Ankit: I think Tejaswinee has covered almost everything I had to say. I'll add a bit more on the heart of the matter. There are innumerable magazines out there. Thanks to the ease of starting and running websites, submission systems and social media handles, a magazine today can be a one-person-show, although doing that comes with its own challenges. We at THR are only an issue old and no experts in the field, but I feel that to keep a magazine up and running you have to make it as much about your contributors and readers as it is about you as showrunner. I have come across submission guidelines, emails and viral screenshots of emails from some magazines that, maybe inadvertently, tread dangerously the line between instruction and frustration. I understand that submitters do not always follow the guidelines nor do they treat editors with professional courtesy. But these are exceptions and must not taint an editor's outlook in print or person. There are many editors I look up to; naming all of them is not possible here. These gentlefolk, while maintaining their magazines' integrity, are kind enough to write encouraging notes—acceptances or otherwise, give shout-outs on social media, accommodate requests, and be a positive force in the publishing industry. My advice, therefore, to those starting their own magazine is this: keep the technicalities tight, work hard, treat your audience as you would your friends, and hope for the best while being prepared for the worst.

SQF: What one question on this topic do you wish I'd asked that I didn't? And how would you answer it?
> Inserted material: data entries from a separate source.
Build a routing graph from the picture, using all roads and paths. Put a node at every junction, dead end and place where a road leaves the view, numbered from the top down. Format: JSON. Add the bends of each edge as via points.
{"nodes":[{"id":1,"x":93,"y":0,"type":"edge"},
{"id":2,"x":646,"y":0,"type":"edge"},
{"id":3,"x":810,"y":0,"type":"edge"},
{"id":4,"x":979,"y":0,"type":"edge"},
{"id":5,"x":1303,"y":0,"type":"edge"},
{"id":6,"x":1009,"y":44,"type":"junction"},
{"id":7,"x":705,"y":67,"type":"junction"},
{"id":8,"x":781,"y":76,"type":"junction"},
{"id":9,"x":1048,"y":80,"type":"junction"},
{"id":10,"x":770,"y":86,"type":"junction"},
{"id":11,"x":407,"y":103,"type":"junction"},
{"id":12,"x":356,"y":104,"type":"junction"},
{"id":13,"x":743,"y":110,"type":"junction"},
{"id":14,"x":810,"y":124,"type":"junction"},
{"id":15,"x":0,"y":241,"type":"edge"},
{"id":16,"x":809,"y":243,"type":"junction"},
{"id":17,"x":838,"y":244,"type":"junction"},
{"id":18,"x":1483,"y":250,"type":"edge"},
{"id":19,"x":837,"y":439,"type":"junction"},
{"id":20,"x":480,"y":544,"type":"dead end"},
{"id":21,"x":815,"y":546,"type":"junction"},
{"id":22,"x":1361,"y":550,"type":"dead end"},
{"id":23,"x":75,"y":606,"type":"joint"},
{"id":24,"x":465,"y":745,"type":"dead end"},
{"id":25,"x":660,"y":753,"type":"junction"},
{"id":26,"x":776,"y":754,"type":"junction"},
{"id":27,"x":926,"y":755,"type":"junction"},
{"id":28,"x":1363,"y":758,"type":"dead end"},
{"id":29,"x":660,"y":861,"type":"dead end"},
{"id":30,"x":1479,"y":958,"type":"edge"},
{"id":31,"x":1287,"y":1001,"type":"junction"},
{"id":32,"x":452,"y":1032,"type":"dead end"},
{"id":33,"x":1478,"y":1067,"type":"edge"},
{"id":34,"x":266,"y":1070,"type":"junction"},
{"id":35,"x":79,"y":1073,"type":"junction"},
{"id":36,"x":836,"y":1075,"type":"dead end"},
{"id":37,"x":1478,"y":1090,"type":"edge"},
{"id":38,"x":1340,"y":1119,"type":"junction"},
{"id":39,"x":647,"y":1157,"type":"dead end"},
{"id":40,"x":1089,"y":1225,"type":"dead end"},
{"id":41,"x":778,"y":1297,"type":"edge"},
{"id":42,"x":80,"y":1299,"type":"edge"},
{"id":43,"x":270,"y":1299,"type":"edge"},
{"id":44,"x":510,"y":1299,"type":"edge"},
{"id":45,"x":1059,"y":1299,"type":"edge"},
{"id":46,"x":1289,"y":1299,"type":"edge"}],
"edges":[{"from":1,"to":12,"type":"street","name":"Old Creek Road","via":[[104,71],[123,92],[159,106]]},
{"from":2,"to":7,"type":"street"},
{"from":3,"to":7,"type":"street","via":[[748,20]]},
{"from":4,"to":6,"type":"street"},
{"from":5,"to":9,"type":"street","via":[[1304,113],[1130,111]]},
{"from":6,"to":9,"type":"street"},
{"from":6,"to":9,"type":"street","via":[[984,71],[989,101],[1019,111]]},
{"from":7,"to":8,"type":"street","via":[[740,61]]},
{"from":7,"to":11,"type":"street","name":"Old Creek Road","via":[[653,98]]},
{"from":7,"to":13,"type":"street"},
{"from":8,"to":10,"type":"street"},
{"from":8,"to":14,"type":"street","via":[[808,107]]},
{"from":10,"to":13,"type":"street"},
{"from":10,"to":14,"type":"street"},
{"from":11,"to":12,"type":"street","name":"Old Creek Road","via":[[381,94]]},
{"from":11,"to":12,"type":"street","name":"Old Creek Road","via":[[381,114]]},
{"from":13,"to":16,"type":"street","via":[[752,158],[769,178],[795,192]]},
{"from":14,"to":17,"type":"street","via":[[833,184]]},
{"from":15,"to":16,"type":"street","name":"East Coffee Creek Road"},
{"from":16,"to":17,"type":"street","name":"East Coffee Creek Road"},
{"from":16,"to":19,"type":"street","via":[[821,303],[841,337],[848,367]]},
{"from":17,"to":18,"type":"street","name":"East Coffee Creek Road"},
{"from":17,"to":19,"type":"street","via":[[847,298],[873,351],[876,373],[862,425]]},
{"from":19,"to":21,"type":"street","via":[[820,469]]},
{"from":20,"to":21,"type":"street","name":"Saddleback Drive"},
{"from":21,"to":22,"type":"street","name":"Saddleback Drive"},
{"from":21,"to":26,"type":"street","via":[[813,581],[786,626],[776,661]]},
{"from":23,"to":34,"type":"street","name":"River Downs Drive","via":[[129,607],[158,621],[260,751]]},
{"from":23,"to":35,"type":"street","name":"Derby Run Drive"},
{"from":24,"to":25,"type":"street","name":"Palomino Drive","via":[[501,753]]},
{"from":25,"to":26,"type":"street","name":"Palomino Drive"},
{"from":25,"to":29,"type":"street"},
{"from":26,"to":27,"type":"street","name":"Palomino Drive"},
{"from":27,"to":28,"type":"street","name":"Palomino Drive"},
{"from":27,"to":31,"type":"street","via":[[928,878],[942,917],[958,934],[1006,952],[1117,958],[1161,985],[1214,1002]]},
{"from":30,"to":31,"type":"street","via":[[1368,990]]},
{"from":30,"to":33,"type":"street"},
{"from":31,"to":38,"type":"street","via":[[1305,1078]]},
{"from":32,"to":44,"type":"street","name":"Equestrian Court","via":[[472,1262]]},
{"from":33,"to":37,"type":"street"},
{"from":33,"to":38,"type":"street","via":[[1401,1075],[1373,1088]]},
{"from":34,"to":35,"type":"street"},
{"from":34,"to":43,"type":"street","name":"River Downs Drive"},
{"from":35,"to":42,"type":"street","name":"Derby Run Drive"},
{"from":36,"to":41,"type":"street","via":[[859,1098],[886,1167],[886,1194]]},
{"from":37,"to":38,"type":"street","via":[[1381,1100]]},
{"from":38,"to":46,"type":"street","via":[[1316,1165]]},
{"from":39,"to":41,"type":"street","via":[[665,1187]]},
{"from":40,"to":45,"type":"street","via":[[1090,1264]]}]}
Tejaswinee: I’d like a question about the reader base, actually. I want The Hooghly Review to expand beyond being read and circulated amongst literary circles. I want to tap into the large pool of readers that exists outside this circle. I remember, after our first issue was released, someone on Twitter commented: “There’s something for everyone in this magazine.” And there really is. We’re still new and it is a healthy dream to have!

Ankit: I'd like a question about what more can The Hooghly Review offer amidst a flood of outstanding publications. We would love to take suggestions from all on how to make our magazine more fun and worthwhile. We started the Weekly Features for this very reason: to do more than the usual issue model. Although the weeklies are our own idea, we are open to ideas from everyone. We did receive some exciting suggestions a few weeks ago. We are contemplating those, looking forward to more, and then, maybe, we will pick one or more that we think best serves us and our readers.

Thank you Tejaswinee and Ankit. We all appreciate your taking time from your busy schedule to participate in this project.